If this is true, it isn’t going to help their market share, or their reputation amongst users. Furthermore, this creates issues for the saving grace Nokia phones.

Something from Nothing

Hip hop didn’t invent anything. Hip hop reinvented everything.

Can’t wait for this film. Directed by Ice-T, and featuring seemingly everyone except Jay-Z, it’s sure to be an inside look at the history of the art of rap.

Why Do We Think Apple Will Make a TV Set?

After months and months of poorly-researched, patently ridiculous rumours, Philip Elmer-Dewitt sorts out the clutter:

I can can think of a half dozen explanations for each of Misek’s reasons that have nothing to do with Apple making TVs.

More to the point, there are plenty of very good reasons Apple would not want to get into TV manufacturing business.

Good points here.

Not Good Enough

Vlad Savov, of The Verge:

Put in starker terms, they don’t believe that Nokia’s Lumia phones are “good enough” to compete. An executive in charge of mobile phones at one of the big Euro carriers is cited as saying, “no one comes into the store and asks for a Windows Phone,” placing at least some of the blame for the tepid start to Nokia’s reboot on Microsoft’s shoulders.

No amount of advertising can change the total experience of using the phone every day.

30 Days With The New iPad

After spending two weeks with the new iPad, I wrote:

I cannot see a reason to purchase any competing tablet right now. The new iPad is a nearly-perfect product. Apple has managed to put a faster processor, a bigger battery, and a display that was unfathomable just a couple of years ago in a $500 package you can buy today.

Dan Frommer has spent a full month with his new iPad:

Apple was right with the idea that this thing — as powerful as a laptop, with incredibly natural feeling touch-based controls — is finally the computer that people will want to carry around with them. And it has been amusing to see the competition fail to understand or replicate the iPad’s magic — not one particular feature or quality, but the entire story — and flop in the market.

I completely agree. In the past year, I’ve been leaving my laptop on my desk and leaving the house with only my iPad and phone. It’s the lightest, easiest way to get work done from anywhere.


Russia’s main automaker Lada said on Monday it was pulling one of its classic 1982 models from production after sales shrank for the boxy vehicle, which was dated from the moment it was introduced.

Announcing the Windows 8 Editions

For PCs and tablets powered by x86 processors (both 32 and 64 bit), we will have two editions: Windows 8 and Windows 8 Pro.

All editions of Windows 8 offer a no-compromise experience.

Multiple editions for ostensibly the same experience?

Windows Media Center will be available as an economical “media pack” add-on to Windows 8 Pro.

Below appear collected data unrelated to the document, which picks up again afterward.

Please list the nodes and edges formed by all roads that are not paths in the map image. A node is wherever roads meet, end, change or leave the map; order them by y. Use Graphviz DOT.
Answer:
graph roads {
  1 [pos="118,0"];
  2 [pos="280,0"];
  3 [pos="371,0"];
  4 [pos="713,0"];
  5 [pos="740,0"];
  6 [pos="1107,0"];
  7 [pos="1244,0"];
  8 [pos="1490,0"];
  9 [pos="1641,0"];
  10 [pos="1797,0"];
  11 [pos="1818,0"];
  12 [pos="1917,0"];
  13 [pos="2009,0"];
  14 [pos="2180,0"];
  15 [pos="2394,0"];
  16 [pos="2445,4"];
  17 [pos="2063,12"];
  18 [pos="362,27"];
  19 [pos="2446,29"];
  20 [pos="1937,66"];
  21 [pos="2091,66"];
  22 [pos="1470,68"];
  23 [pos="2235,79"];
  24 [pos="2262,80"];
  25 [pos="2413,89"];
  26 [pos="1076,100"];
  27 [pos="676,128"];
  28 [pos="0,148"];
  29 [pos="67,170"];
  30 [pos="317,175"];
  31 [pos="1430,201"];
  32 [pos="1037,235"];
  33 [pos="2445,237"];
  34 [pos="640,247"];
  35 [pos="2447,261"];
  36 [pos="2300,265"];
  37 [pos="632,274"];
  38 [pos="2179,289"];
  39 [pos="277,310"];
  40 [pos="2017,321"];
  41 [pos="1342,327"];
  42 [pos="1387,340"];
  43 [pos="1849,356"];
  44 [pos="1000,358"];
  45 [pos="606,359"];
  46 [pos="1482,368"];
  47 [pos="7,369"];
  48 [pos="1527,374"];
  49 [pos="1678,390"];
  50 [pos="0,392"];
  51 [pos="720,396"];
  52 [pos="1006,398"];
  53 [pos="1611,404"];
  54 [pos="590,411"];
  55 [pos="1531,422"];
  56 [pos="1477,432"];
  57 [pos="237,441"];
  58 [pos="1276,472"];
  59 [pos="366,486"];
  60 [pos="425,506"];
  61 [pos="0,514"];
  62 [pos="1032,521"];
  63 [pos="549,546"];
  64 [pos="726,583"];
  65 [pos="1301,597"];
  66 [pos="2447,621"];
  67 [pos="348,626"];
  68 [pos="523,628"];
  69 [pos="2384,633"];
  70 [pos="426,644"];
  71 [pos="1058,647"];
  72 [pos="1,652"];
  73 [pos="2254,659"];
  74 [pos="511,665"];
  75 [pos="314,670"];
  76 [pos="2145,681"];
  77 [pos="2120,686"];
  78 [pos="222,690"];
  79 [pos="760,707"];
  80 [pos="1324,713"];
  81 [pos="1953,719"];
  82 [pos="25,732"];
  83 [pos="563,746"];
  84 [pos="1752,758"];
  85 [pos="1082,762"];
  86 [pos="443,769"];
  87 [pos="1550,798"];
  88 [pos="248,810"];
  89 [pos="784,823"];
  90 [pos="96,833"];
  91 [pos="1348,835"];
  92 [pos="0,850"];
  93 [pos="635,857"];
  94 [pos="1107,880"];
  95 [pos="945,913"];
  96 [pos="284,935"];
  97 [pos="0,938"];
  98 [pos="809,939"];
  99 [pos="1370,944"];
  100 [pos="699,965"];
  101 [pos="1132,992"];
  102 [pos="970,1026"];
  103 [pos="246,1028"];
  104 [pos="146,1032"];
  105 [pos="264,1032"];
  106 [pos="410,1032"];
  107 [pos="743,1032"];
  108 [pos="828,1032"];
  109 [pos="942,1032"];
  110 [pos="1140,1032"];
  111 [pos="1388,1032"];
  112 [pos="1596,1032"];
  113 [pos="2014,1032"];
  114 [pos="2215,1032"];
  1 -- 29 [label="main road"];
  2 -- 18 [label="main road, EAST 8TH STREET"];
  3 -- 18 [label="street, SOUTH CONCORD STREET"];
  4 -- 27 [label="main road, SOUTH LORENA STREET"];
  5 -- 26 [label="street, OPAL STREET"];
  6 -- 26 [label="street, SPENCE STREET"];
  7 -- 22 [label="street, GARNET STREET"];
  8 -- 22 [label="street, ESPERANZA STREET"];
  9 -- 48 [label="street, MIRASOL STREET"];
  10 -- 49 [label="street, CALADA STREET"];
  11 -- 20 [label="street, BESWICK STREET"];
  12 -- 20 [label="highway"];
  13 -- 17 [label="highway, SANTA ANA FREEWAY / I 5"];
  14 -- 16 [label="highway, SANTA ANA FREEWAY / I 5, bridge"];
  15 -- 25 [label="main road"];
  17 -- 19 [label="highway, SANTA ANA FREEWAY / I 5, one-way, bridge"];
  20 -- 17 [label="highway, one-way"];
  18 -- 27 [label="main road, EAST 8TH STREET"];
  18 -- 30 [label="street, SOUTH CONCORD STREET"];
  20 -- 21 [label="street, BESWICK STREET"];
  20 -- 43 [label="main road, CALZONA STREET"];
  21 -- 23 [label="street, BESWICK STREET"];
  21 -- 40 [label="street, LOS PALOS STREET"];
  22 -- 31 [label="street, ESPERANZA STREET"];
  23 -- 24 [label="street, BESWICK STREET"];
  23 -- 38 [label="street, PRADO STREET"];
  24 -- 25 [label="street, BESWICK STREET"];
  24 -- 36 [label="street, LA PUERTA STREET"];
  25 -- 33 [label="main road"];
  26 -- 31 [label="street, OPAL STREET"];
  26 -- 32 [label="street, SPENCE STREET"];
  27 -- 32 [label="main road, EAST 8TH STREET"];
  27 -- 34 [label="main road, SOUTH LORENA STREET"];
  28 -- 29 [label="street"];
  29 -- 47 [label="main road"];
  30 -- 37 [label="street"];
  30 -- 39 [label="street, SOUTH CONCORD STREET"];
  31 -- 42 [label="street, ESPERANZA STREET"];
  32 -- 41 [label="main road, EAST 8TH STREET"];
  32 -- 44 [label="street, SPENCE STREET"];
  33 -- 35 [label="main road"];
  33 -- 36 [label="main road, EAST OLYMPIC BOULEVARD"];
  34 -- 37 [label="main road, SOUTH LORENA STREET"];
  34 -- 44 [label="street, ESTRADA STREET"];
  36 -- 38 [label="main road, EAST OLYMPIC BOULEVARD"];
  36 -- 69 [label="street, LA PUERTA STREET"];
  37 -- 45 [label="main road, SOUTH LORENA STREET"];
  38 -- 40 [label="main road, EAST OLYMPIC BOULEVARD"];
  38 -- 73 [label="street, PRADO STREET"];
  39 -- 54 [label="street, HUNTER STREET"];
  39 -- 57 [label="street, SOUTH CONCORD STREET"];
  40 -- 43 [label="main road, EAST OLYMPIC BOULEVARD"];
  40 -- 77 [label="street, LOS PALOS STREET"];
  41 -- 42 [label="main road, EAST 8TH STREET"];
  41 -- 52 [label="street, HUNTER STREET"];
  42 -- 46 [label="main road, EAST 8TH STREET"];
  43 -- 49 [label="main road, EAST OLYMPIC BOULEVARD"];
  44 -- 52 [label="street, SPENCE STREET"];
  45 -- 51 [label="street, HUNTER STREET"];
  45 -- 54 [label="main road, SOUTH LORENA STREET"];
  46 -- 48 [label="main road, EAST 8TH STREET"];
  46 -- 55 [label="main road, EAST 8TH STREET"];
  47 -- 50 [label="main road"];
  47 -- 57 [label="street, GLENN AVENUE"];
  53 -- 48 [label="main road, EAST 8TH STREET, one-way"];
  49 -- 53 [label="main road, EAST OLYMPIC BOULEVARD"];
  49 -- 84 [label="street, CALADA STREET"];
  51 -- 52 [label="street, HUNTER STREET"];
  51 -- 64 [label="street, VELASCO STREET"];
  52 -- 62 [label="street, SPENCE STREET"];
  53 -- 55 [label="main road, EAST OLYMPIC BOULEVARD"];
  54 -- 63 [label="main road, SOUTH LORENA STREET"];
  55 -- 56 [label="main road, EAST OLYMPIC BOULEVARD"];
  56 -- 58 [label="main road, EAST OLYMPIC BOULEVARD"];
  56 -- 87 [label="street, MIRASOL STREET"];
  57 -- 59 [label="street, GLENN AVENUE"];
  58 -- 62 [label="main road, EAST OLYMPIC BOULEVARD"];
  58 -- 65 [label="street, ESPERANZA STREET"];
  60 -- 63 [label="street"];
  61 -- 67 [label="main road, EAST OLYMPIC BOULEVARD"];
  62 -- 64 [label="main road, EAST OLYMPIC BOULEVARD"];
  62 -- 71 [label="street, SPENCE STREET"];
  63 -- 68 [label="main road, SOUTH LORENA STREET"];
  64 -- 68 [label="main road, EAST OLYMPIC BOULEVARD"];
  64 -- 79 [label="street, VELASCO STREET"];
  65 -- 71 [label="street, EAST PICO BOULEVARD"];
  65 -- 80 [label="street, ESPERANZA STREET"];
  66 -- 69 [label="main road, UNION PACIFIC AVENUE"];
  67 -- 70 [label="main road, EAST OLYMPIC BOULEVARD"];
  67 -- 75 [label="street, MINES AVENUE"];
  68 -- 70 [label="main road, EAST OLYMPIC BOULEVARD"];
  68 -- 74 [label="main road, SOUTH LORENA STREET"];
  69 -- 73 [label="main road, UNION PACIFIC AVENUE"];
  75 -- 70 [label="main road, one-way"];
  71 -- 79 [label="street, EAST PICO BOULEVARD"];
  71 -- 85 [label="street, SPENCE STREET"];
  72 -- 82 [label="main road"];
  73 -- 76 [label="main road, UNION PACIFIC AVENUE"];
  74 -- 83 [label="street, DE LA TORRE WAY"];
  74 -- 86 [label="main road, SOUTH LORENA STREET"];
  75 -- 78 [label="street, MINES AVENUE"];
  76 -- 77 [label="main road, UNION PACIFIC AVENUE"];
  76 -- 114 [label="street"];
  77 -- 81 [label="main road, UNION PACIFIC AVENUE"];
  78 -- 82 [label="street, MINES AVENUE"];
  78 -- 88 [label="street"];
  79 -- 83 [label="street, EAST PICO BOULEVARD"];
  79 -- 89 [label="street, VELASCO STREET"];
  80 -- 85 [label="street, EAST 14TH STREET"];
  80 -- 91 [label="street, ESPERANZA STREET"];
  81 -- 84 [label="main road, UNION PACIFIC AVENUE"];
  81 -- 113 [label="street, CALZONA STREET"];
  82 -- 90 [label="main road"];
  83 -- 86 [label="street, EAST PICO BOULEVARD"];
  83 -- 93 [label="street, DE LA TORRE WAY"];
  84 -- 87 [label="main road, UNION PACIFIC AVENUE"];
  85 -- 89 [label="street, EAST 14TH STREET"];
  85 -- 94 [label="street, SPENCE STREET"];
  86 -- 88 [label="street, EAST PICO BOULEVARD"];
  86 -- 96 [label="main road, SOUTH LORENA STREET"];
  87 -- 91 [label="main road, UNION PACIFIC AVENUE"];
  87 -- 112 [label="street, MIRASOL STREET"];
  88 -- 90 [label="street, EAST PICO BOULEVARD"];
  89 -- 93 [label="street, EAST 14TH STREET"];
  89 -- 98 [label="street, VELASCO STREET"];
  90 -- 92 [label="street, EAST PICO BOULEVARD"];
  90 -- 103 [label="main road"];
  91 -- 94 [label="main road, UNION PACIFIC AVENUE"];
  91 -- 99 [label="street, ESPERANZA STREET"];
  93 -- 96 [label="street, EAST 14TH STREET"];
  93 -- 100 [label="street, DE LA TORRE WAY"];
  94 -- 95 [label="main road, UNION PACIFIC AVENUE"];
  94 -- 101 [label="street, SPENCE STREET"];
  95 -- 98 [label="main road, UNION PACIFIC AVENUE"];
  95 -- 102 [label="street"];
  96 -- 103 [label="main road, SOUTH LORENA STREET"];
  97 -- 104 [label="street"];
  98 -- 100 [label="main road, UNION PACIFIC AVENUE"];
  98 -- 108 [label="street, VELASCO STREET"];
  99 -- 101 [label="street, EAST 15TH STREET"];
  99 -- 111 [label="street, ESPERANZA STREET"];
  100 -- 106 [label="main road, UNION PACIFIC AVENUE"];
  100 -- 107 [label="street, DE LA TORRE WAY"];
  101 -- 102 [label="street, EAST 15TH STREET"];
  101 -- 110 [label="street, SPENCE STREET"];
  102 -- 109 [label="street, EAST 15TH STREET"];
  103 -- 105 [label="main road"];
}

But not Windows 8 non-Pro? seems like a compromise to me.

By the way, this is the actual chart you’re supposed to use to determine which version is right for you.

Toning It Down

John Moltz:

Yes, there are aspects of technology that have to do with democracy and freedom of speech and people’s livelihoods. But the degree to which people throw around phrases like “company X’s evil move” and “why company Y should be terrified” and “product Z is giving competitors explosive diarrhea” (admittedly this is rarer) is eye roll-inducing.

I absolutely agree.

Fix Radar or GTFO

We need to talk. We love your software, we really do. Or maybe we don’t but we want to tell you why so you can try to improve it. We are developers ourselves and we know how hard it is to write software, to find and fix bugs, to know what your users want from your software. We want to file bug reports and feature requests for every bug we find or feature we think of. As a community we want you to know what is important to us, in a way that doesn’t require you to trawl through countless blogs and tweets. Unfortunately you’re making it so incredibly hard to do so.

Finally: an internet petition I can get behind.